Among the lines below, some may contain the string "Wierzyńskiego". Say how many do, and give nothing besides the number.

Segment Start: Entries shown

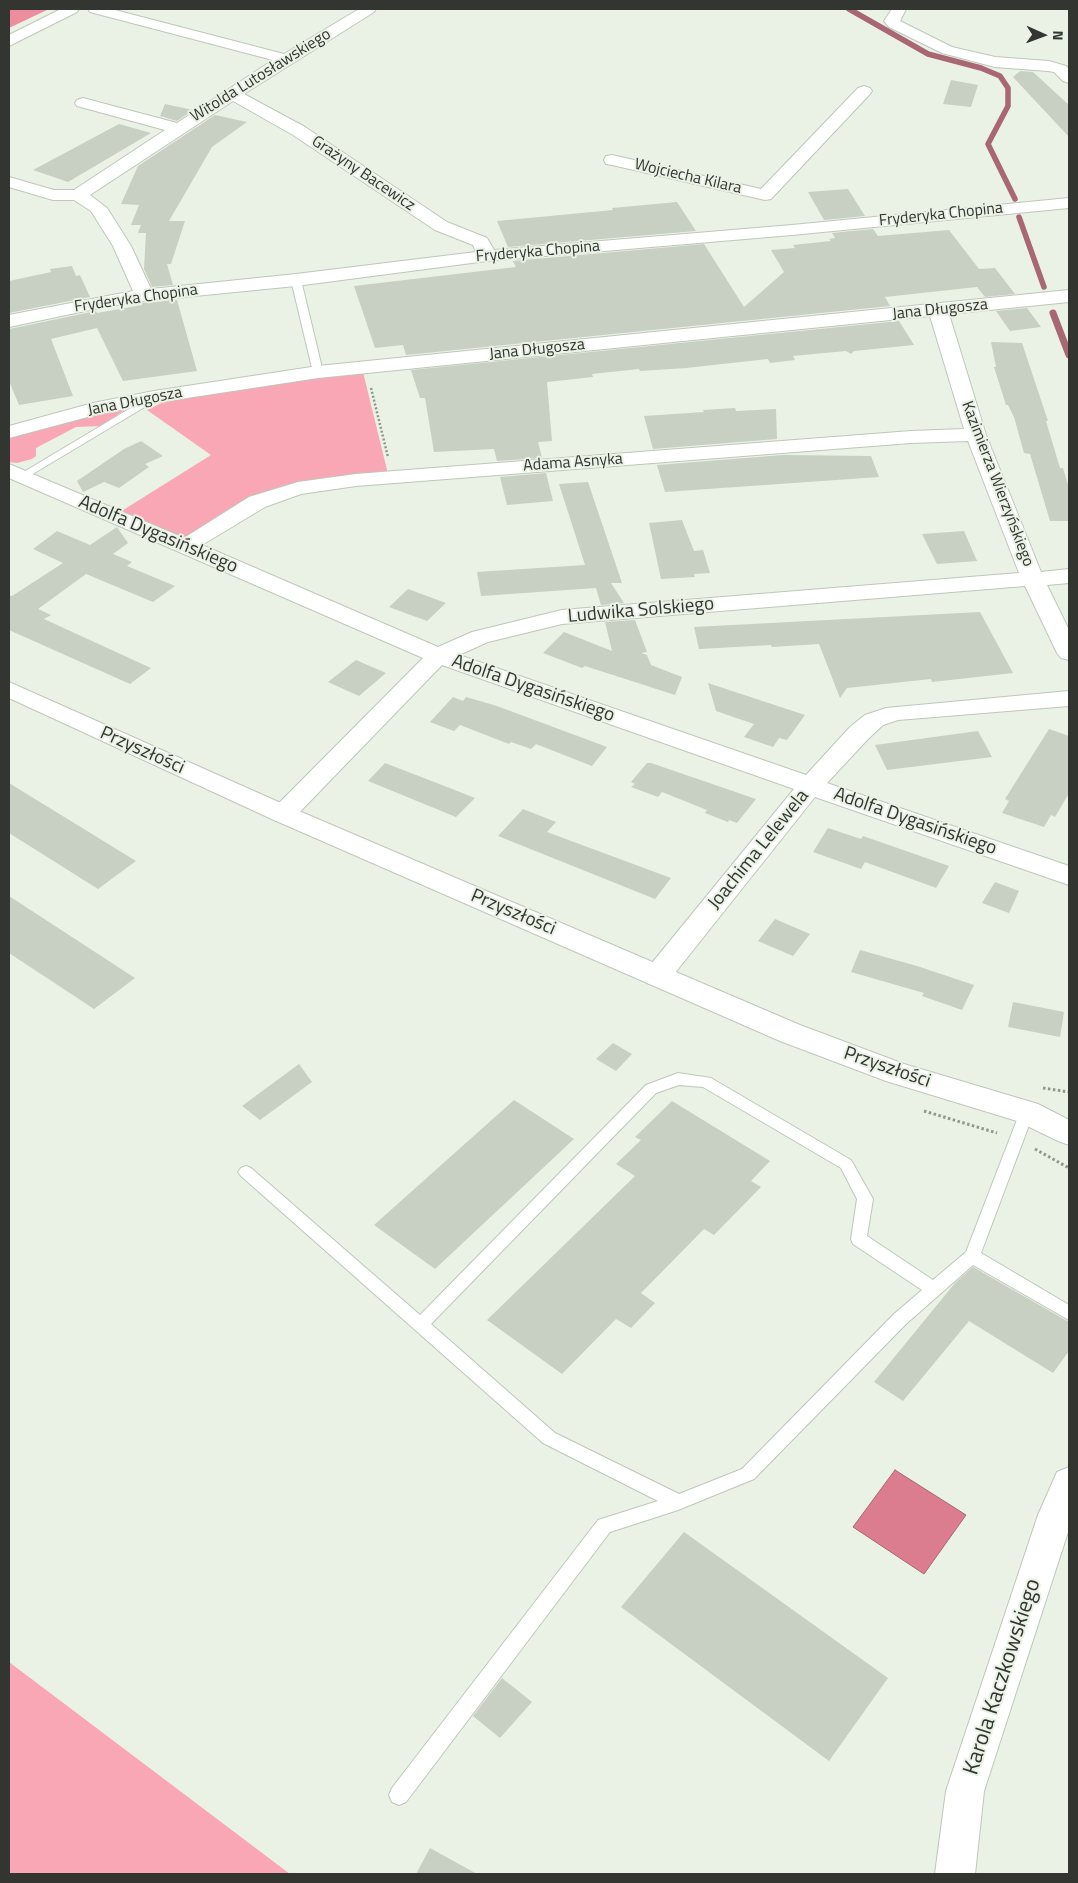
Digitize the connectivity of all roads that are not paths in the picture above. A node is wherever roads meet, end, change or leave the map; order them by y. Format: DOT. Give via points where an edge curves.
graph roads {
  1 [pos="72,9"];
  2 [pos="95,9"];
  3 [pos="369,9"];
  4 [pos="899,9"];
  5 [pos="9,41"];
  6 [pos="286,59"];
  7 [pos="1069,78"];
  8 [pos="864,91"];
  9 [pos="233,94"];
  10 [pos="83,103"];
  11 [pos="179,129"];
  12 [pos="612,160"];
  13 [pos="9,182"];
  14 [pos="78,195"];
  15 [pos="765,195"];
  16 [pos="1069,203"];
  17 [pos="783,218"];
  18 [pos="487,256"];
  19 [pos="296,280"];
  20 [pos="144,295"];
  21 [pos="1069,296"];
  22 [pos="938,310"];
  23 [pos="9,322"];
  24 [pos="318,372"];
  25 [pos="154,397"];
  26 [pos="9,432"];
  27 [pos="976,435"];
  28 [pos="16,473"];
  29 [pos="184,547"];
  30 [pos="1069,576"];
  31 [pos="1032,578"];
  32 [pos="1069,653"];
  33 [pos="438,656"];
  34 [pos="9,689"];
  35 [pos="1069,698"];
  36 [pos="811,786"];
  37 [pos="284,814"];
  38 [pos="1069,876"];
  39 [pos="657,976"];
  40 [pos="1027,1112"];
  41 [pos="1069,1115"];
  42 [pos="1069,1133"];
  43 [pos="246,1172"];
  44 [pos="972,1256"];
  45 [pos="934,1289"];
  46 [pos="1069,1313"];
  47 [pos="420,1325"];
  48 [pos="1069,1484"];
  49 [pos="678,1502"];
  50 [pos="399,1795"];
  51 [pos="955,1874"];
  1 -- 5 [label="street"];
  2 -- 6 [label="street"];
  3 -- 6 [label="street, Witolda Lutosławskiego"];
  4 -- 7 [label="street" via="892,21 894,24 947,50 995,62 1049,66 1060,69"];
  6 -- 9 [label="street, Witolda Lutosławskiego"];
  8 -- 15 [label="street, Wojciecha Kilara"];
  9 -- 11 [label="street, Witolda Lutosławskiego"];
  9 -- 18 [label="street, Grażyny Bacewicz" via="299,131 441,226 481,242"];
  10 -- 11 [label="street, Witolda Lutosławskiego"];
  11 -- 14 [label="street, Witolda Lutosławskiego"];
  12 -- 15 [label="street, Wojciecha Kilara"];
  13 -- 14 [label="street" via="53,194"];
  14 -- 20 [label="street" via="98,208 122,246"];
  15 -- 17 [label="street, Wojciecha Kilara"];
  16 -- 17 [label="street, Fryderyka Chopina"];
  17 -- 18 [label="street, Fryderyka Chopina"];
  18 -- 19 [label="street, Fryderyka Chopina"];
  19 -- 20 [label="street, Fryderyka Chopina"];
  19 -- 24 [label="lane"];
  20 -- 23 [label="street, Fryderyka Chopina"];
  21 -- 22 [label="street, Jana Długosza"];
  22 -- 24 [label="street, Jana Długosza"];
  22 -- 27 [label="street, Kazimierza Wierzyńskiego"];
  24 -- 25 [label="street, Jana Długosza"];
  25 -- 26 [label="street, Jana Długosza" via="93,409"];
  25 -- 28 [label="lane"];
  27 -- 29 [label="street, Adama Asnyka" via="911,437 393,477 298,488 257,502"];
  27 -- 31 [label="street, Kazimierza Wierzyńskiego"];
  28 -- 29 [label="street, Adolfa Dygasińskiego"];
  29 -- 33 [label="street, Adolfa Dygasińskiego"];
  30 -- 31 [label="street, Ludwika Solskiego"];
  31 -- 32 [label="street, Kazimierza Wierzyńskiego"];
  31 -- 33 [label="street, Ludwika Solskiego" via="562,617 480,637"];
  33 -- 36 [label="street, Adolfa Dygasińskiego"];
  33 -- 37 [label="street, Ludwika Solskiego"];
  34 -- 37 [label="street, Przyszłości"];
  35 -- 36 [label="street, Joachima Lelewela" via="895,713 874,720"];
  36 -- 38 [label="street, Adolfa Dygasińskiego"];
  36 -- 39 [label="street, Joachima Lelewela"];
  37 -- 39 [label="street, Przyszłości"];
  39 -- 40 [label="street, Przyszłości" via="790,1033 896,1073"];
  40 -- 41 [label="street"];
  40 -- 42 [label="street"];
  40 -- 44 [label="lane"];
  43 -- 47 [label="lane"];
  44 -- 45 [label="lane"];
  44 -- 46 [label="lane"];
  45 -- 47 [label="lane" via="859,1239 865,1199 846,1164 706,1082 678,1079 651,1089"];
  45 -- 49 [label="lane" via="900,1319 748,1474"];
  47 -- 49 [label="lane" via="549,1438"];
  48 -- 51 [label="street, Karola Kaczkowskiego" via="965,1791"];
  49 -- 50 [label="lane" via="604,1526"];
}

Segment End: Entries shown

Solution to this problem: 3